Но уговор ни под одним пунктом не подразумевал честность самого Джеймса. А алкоголь словно науськивает развязанный язык нести всё, что взбредает в голову.
— Боже, Малфой… — пальцы сами тянутся за ещё одной сигаретой, поджигают, — и это я самонадеянный? Ты возомнил, что жалкая дрочка, ещё и односторонняя, произвела на меня впечатление? У меня очередь таких, как ты, у спальни. — Пиздеж чистой воды. А подбородок Скорпиуса вздергивается всё выше с каждой колючей фразой, но взгляда не отводит. — Так, чтоб ты знал, мне нравятся аппетитные формы. — Двойной пиздеж. — И поверь, у Скарлет Маклагген и задница сочнее, и рот рабочий.
Да, та самая Скарлет, которую ты, Джеймс, буквально вытолкнул из своего личного пространства час назад.

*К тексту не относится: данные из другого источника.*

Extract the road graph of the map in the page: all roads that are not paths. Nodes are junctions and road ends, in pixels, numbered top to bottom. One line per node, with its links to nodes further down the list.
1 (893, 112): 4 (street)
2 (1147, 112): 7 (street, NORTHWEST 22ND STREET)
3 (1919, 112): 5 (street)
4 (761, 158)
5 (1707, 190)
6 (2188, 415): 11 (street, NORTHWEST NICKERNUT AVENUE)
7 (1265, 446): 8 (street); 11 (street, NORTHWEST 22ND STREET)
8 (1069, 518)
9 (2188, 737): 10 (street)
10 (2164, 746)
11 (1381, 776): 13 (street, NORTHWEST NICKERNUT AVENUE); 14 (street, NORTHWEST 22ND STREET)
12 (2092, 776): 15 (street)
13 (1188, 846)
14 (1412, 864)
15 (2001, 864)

Даже в синеве полумрака видны алые пятна, расходящиеся по скулам слизеринца на изящную шею. Джеймс физически ощущает потребность дотронуться до каждого очага живого пламени под прозрачной гладкой кожей, и он сжимает уже обеими руками остывший подоконник ещё сильнее.
Блядь, скажи что-нибудь. Да хоть влепи мне по роже, только не стой, как ебучий столб с этим рентгеновским взглядом. Ты ничего во мне не найдешь.
Он же не сказал это вслух?
Скорпиус срывается с места, сокращая расстояние, и Джеймс рефлекторно встает навстречу на всякий случай, если тот всё-таки надумал ему врезать. Но Скорпиус останавливается в нескольких дюймах, обнажая ошибку в расчетах Джеймса. А именно, позволить Скорпиусу подойти вплотную, потому что от его запаха ведет хлеще, чем от огневиски, которое, похоже, пробудило в Джеймсе скрытые способности парфюмера. Теперь он четко слышит ноты — яркие пионы, немного цедры с подложкой из кардамона и кедра.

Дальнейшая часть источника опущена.